Conditions: This Data keeps on updating every hour from an API.

What I have thought till now: May be I can append all this data to MySQL. But then when this data updates from API, only Values will change, rest of the KEYS will be the same. But then It will require more space.

References: How to convert a 3-level dictionary to a desired format?

How to build a MultiIndex Pandas DataFrame from a nested dictionary with lists

Any Help will be appreciated. Thanks for reading the question.

Pratik
  • 73
  • 1
  • 2
  • 9

2 Answers2

0

You information looks a lot like json and that's what the API is returning. If that's the case, and you are turning it into a dictionary, then you might me better off using python's json library or even panda's built it read_json format.

Pandas read json

Python's json

randyjp
  • 1,084
  • 9
  • 8
  • 1
    Thanks for the answer. I went through other answers and I figured out that I need to flatten the data. Plus, It allows sorting, too. But I would love to explore json module for handling further data, too. – Pratik Mar 02 '18 at 03:51
0

You data is not actually a 6-level dictionary like a dictionary in a 3-level example you referenced to. The difference is: your dictionary has a data on multiple different levels, e.g. 'Lambo' value is on second level of hierarchy with key ('Things','Car') but 'Eclipse' value is on sixth level of hierarchy with key ('Things','Gadgets','Laptop','Programs','Coding','Java')

If you want to 'flatten' your structure you will need to decide what to do with 'missed' key values for deeper levels for values like 'Lambo'.

Btw, maybe it is not actually a solution for your problem, maybe you need to use more appropriate UI widgets like TreeView to work with such kind of hierarchical data, but I will try to directly address your exact question.

Unfortunately it seems to be no easy way to reference all different level values uniformly in one simple dict or list comprehension statement. Just look at your 'value extractor' (Dict[i][j][k][l][m][n]) there are no such values for i,j,k,l,m,n exists which allows you to get a 'Lambo'. Because to get a Lambo you will need to just use Dict['Things']['Car'] (ironically, in a real life it is also could be difficult to get a Lambo :-) )

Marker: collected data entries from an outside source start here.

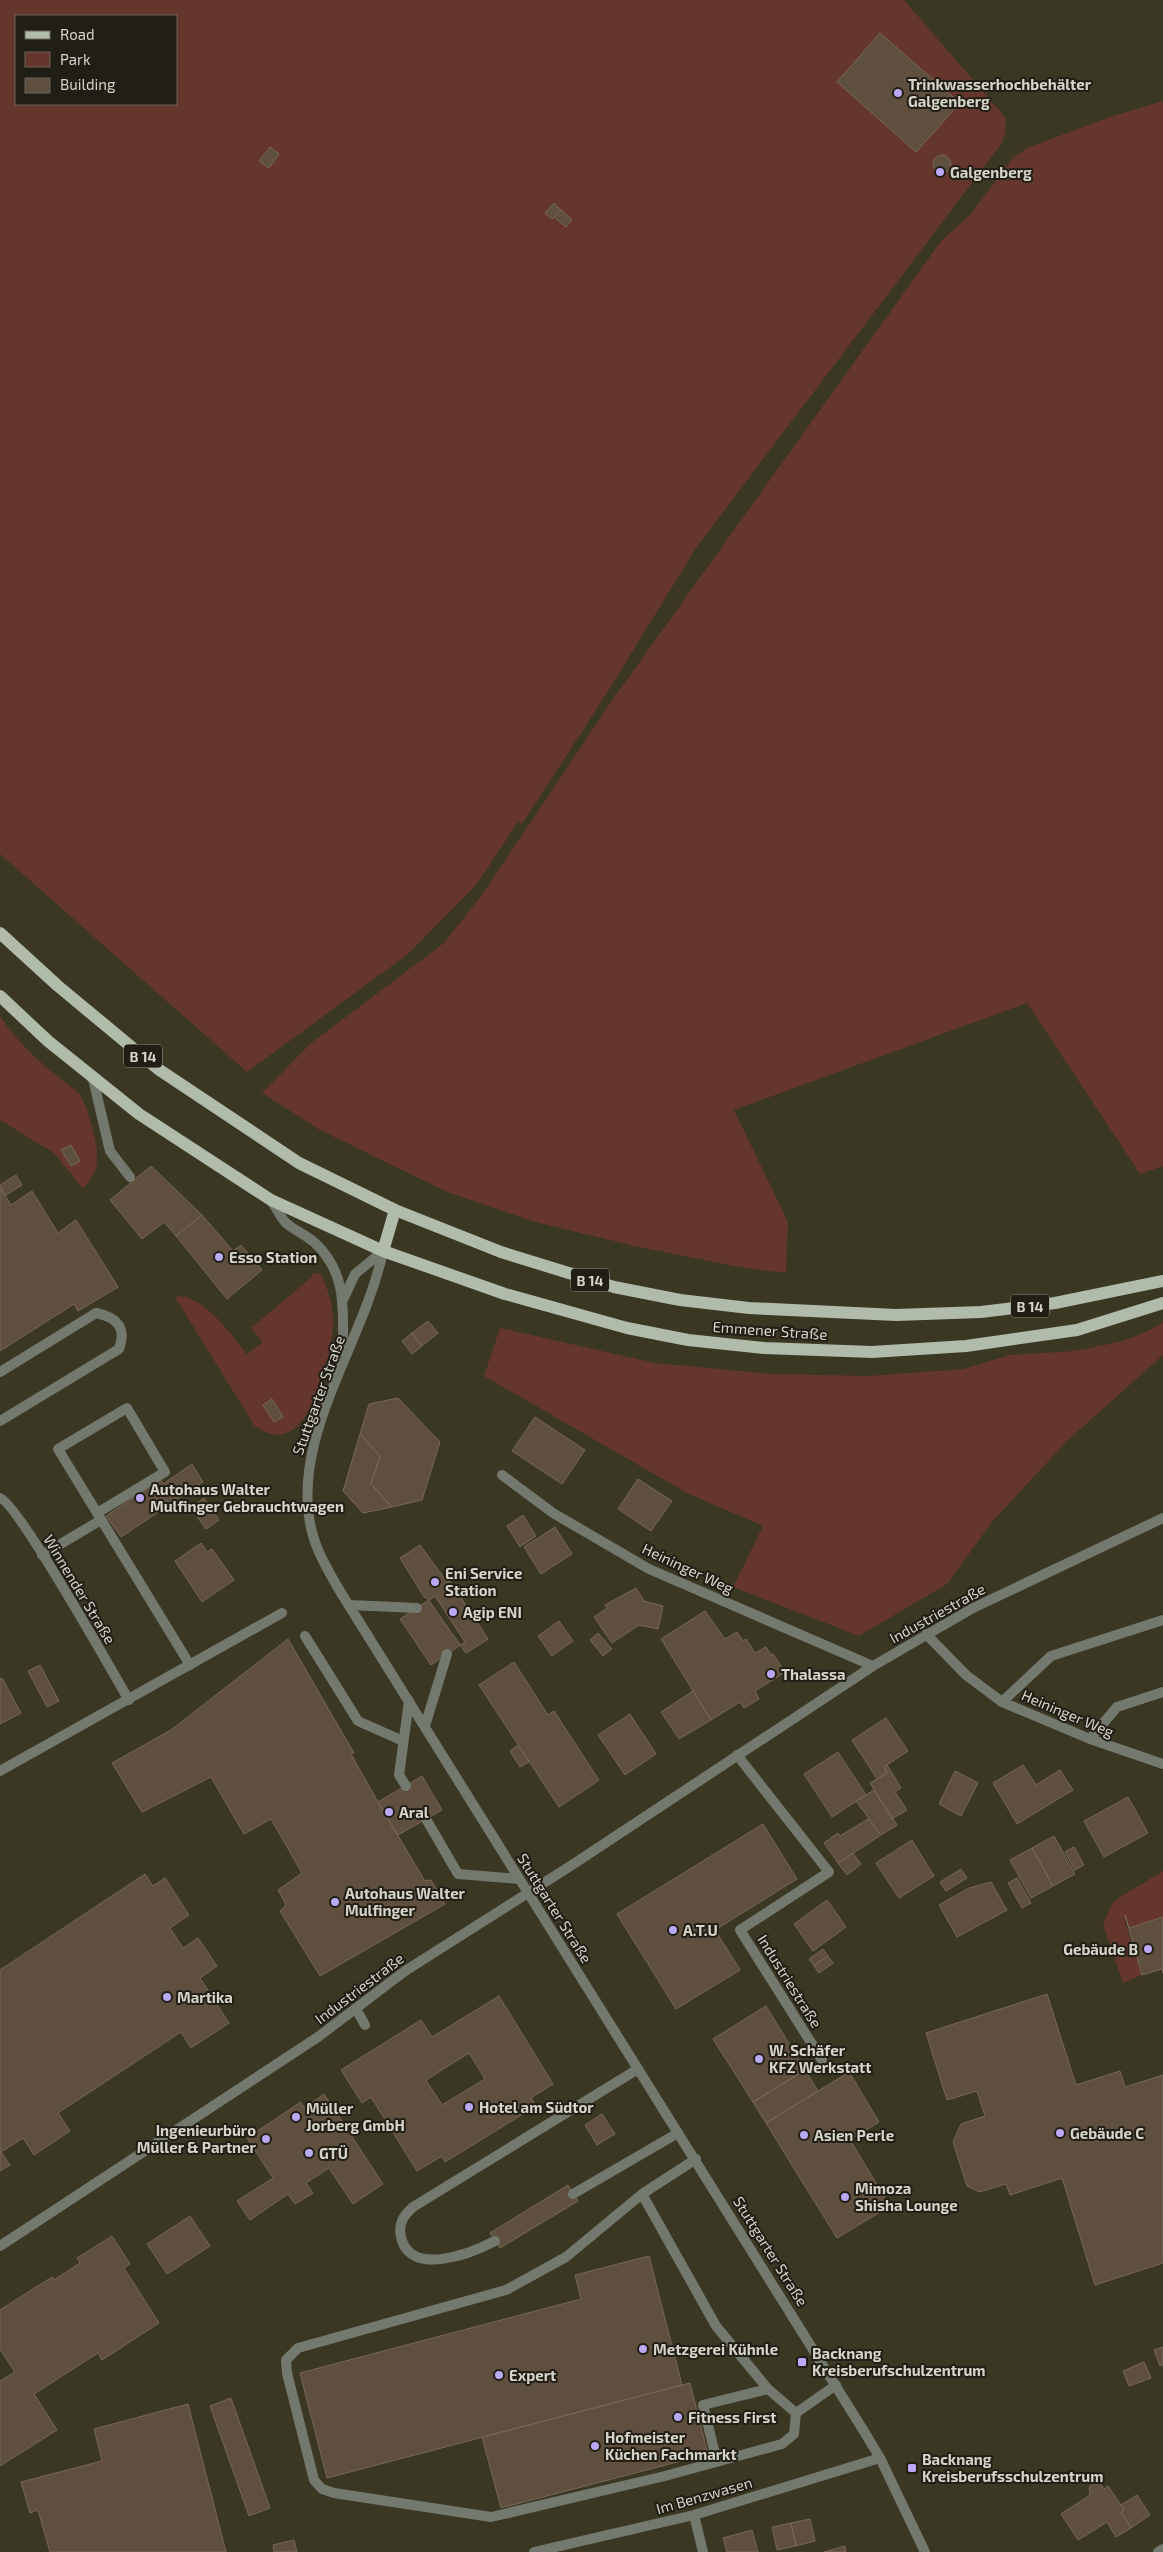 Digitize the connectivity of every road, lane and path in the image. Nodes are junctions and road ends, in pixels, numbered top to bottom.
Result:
1 (0, 933) edge
2 (0, 996) edge
3 (93, 1079) junction
4 (130, 1178) dead end
5 (271, 1200) junction
6 (395, 1210) junction
7 (383, 1251) junction
8 (1163, 1281) edge
9 (344, 1298) junction
10 (1163, 1303) edge
11 (343, 1365) junction
12 (0, 1372) edge
13 (0, 1421) edge
14 (502, 1475) dead end
15 (0, 1498) edge
16 (99, 1516) junction
17 (1163, 1518) edge
18 (42, 1555) junction
19 (349, 1605) junction
20 (417, 1608) dead end
21 (282, 1613) dead end
22 (1163, 1620) edge
23 (926, 1634) junction
24 (304, 1636) dead end
25 (447, 1654) dead end
26 (190, 1666) junction
27 (873, 1666) junction
28 (1163, 1692) edge
29 (129, 1700) junction
30 (409, 1701) junction
31 (1002, 1702) junction
32 (424, 1726) junction
33 (404, 1740) junction
34 (1090, 1740) junction
35 (738, 1755) junction
36 (1163, 1764) edge
37 (0, 1771) edge
38 (406, 1786) dead end
39 (426, 1819) dead end
40 (519, 1878) junction
41 (528, 1893) junction
42 (356, 2008) junction
43 (365, 2025) dead end
44 (822, 2060) dead end
45 (638, 2070) junction
46 (678, 2133) junction
47 (696, 2159) junction
48 (573, 2194) dead end
49 (642, 2194) junction
50 (495, 2241) dead end
51 (0, 2246) edge
52 (836, 2384) junction
53 (768, 2389) junction
54 (796, 2412) junction
55 (880, 2458) junction
56 (717, 2462) junction
57 (694, 2515) junction
58 (1163, 2549) edge
59 (534, 2552) edge
60 (703, 2552) edge
61 (925, 2552) edge
62 (1158, 2552) edge

1 - 6 main road, B 14
2 - 3 main road, B 14
3 - 4 street
3 - 5 main road, B 14
5 - 7 main road, B 14
5 - 9 street
6 - 7 main road
6 - 8 main road, Emmener Straße / B 14
7 - 9 street
7 - 10 main road, Emmener Straße / B 14
7 - 11 street, Stuttgarter Straße
9 - 11 street
11 - 19 street, Stuttgarter Straße
12 - 13 street
14 - 27 street, Heininger Weg
15 - 18 street, Winnender Straße
16 - 16 street
16 - 18 street
16 - 26 street
17 - 23 street, Industriestraße
18 - 29 street, Winnender Straße
19 - 20 street
19 - 30 street, Stuttgarter Straße
21 - 26 street
22 - 31 street
23 - 27 street, Industriestraße
23 - 31 street, Heininger Weg
24 - 33 street
25 - 32 street
26 - 29 street
27 - 35 street, Industriestraße
28 - 34 street
29 - 37 street
30 - 32 street, Stuttgarter Straße
30 - 33 street
31 - 34 street, Heininger Weg
32 - 40 street, Stuttgarter Straße
33 - 38 street
34 - 36 street, Heininger Weg
35 - 41 street, Industriestraße
35 - 44 street, Industriestraße
39 - 40 street
40 - 41 street, Stuttgarter Straße
41 - 42 street, Industriestraße
41 - 45 street, Stuttgarter Straße
42 - 43 street
42 - 51 street, Industriestraße
45 - 46 street, Stuttgarter Straße
45 - 50 street
46 - 47 street, Stuttgarter Straße
46 - 48 street
47 - 49 street
47 - 52 street, Stuttgarter Straße
49 - 53 street
49 - 56 street
52 - 54 street
52 - 55 street, Stuttgarter Straße
53 - 54 street
53 - 56 street
54 - 56 street
55 - 57 street, Im Benzwasen
55 - 61 street, Stuttgarter Straße
57 - 59 street, Im Benzwasen
57 - 60 street
58 - 62 street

One straightforward way to solve your task is: extract a second level data, extract a third level data, and so on, and combine them together. E.g. to extract second level values you can write something like this:

val_level2 = {(k1,k2):Dict[k1][k2] 
   for k1 in Dict 
   for k2 in Dict[k1] 
   if isinstance(Dict[k1],dict) and 
      not isinstance(Dict[k1][k2],dict)}

but if you want to combine it later with six level values, it will need to add some padding to your key tuples:

val_level2 = {(k1,k2,'','','',''):Dict[k1][k2] 
   for k1 in Dict 
   for k2 in Dict[k1] 
   if isinstance(Dict[k1],dict) and 
      not isinstance(Dict[k1][k2],dict)}

later you can combine all together by something like:

d = {}
d.update(val_level2)
d.update(val_level3)

But usually the most organic way to work with hierarchical data is to use some recursion, like this:

def flatten_dict(d,key_prefix,max_deep):
    return [(tuple(key_prefix+[k]+['']*(max_deep-len(key_prefix))),v) 
        for k,v in d.items() if not isinstance(v,dict)] +\
        sum([flatten_dict(v,key_prefix+[k],max_deep) 
              for k,v in d.items() if isinstance(v,dict)],[])

And later with code like this:

d={k:v for k,v in flatten_dict(Dict,[],5)}
mux = pd.MultiIndex.from_tuples(d.keys())
df = pd.DataFrame(list(d.values()), index=mux)
df.reset_index()

I actually get this result with your data:

resulting data_frame

P.S. According to https://www.python.org/dev/peps/pep-0008/#prescriptive-naming-conventions we prefer a lowercase_with_underscores for variable names, CapWords is for classes. So src_dict would be much better, than Dict in your case.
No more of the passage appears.